Run Args: ['docker', 'run', '--rm', '-i', '--volume', '/home/aprytkov/test-airbyte/source-mysql:/local/', '--volume', '/tmp:/tmp', 'airbyte/source-mysql:latest', 'discover', '--config', '/tmp/tmp8hzu648g.json']
- Full log: https://gist.github.com/Arkronus/5c5c424d3c458c2a20f4011397453683
Here is my code
import airbyte as ab
def main():
# connectors_list = ab.get_available_connectors()
# print(f"Available connectors: {connectors_list}")
source_name = 'source-mysql'
mysql_source: ab.Source = ab.get_source(source_name, install_if_missing=True)
# open mysql databse https://docs.rfam.org/en/latest/database.html
mysql_source.set_config(
config={
"host":"mysql-rfam-public.ebi.ac.uk",
'port': 4497,
'database': 'Rfam',
'username': 'rfamro',
'replication_method': {
'method': 'STANDARD'
}
}
)
streams = mysql_source.get_available_streams()
print('Streams')
print(streams)
destination_name = 'destination-duckdb'
duckdb_destination: ab.Destination = ab.get_destination(destination_name, install_if_missing=True)
print(duckdb_destination.docs_url)
duckdb_destination.set_config(
config={
'destination_path': 'db.duckdb'
}
)
result = mysql_source.read(streams=['family','clan'])
duckdb_destination.write(result)
print("Load complete")
if __name__ == "__main__":
main()
@Arkronus - thanks for raising this.
The interesting bit I see in the logs is this:
Message: class io.airbyte.protocol.models.v0.ConfiguredAirbyteCatalog schema violation: Validation error(s) :
streams.0.cursor_field: Null value is not allowed. (code: 1021)
From: streams.0.<items>.<#/definitions/ConfiguredAirbyteStream>.cursor_field.<nullable>
streams.1.cursor_field: Null value is not allowed. (code: 1021)
From: streams.1.<items>.<#/definitions/ConfiguredAirbyteStream>.cursor_field.<nullable>
I believe this connector may require that the catalog be annotated with a cursor field delegation for the tables/streams being selected.

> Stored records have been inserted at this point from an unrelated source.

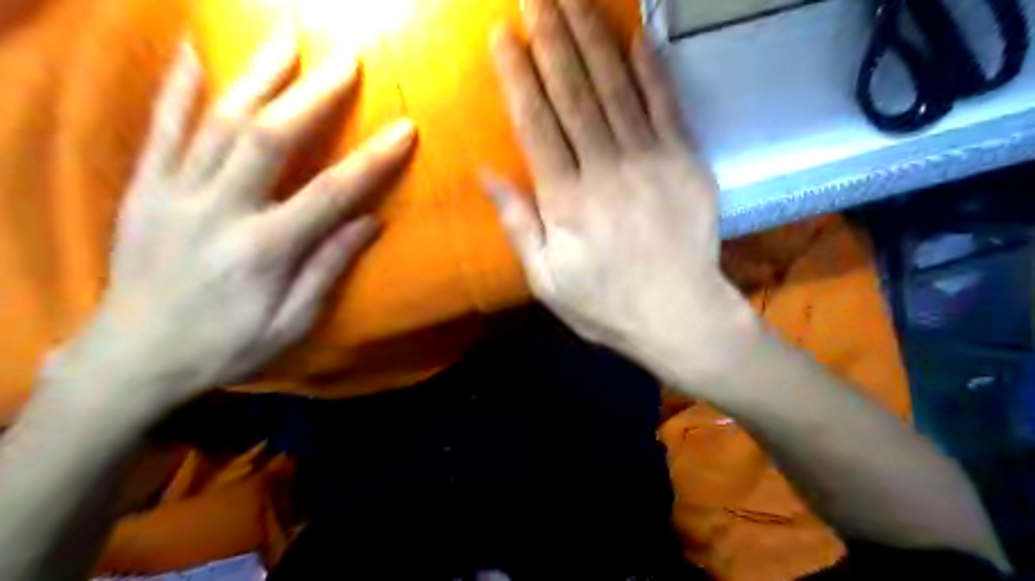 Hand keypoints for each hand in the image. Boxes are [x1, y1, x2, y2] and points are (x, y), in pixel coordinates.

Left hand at [59, 36, 414, 407]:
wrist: (133, 358)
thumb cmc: (225, 346)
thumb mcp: (292, 323)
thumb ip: (329, 268)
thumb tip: (370, 222)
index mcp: (265, 249)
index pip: (330, 192)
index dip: (372, 159)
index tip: (404, 129)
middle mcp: (219, 210)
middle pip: (270, 138)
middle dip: (313, 94)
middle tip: (345, 59)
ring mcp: (175, 192)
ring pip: (219, 120)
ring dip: (257, 75)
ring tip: (285, 38)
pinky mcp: (145, 188)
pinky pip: (161, 128)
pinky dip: (179, 86)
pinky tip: (196, 52)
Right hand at [486, 0, 758, 381]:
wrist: (679, 315)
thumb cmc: (605, 304)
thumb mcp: (546, 279)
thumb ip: (518, 223)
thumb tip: (486, 172)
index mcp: (567, 200)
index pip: (536, 123)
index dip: (518, 75)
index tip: (503, 35)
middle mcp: (606, 169)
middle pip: (573, 93)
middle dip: (551, 39)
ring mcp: (651, 160)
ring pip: (616, 88)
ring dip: (592, 38)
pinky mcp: (686, 161)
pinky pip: (666, 105)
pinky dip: (651, 67)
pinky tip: (635, 35) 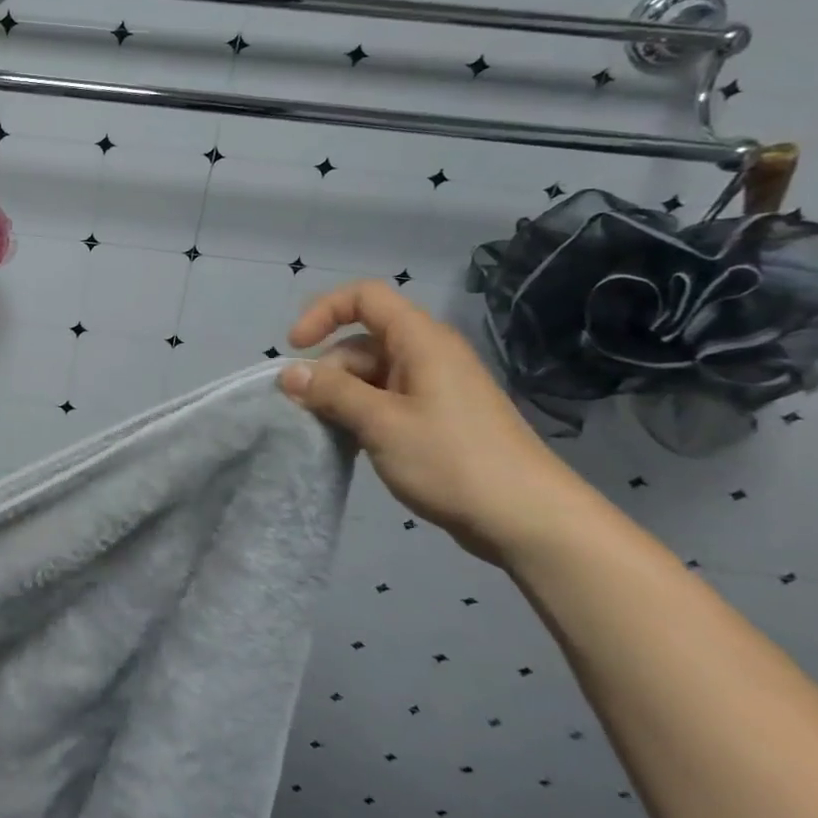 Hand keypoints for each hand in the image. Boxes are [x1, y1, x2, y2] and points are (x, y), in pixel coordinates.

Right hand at [280, 279, 594, 565]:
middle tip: (310, 411)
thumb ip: (332, 392)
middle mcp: (428, 355)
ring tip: (329, 432)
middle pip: (362, 341)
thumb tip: (289, 373)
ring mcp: (435, 388)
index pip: (364, 297)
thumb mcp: (381, 423)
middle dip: (328, 370)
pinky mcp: (438, 418)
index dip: (323, 312)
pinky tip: (352, 443)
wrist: (529, 520)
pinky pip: (387, 400)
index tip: (295, 348)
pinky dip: (362, 413)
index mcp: (421, 341)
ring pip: (371, 375)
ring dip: (342, 396)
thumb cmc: (452, 460) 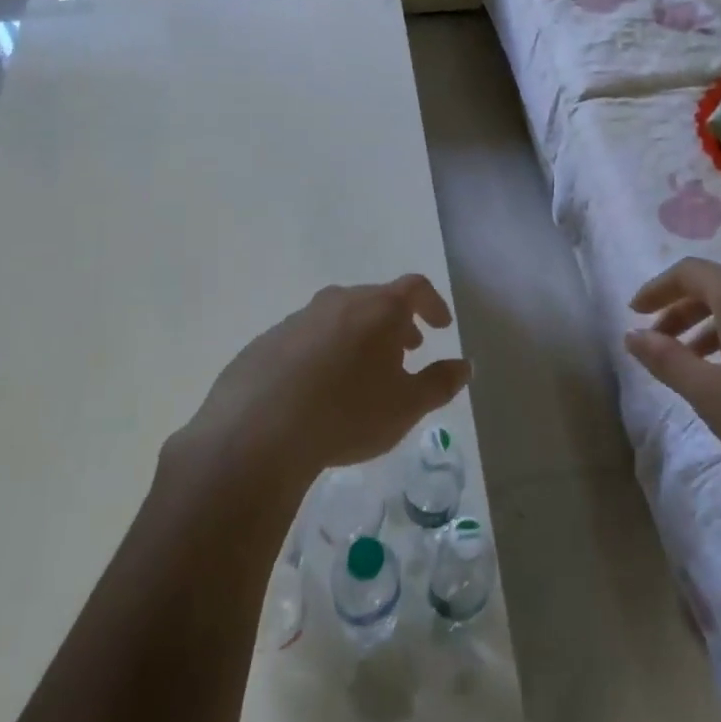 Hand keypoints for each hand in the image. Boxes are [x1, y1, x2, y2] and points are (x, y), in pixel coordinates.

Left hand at [186, 274, 470, 483]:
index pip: (415, 288)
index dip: (433, 304)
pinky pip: (306, 339)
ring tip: (361, 375)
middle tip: (405, 352)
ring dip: (358, 337)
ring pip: (338, 318)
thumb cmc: (347, 414)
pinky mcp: (265, 343)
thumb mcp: (407, 406)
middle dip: (396, 323)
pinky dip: (323, 353)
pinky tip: (317, 391)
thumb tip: (464, 365)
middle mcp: (338, 302)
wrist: (256, 433)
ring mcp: (297, 320)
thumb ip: (440, 383)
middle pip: (375, 300)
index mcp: (377, 309)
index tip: (441, 328)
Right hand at [625, 258, 720, 509]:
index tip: (635, 312)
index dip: (656, 289)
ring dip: (712, 324)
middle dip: (682, 310)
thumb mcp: (710, 394)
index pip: (688, 272)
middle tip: (659, 341)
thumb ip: (666, 360)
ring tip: (695, 362)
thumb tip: (632, 336)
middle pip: (718, 285) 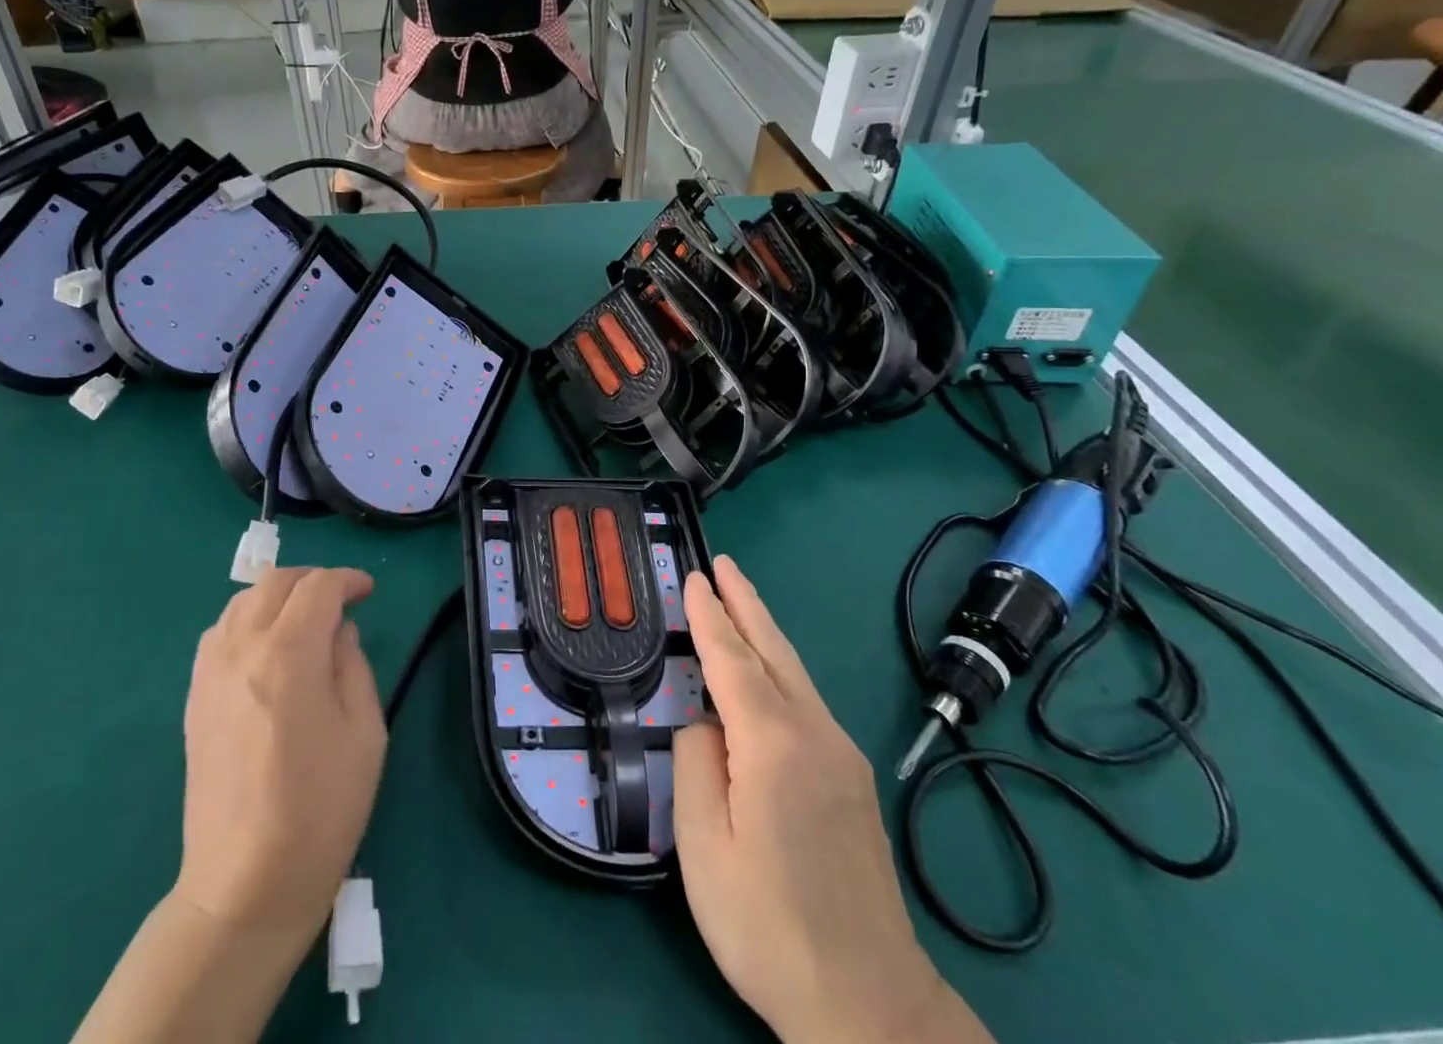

If you switch replication_method to a CDC-based method, it may resolve this, since the CDC method(s) have in-built cursor handling. Let me know if this helps!
Hello!
I've got exactly the same error. Whether the replication method is STANDARD or CDC, it doesn't change anything.
Environment:
- python 3.11
- source-mysql 3.11.1
- mysql server 5.6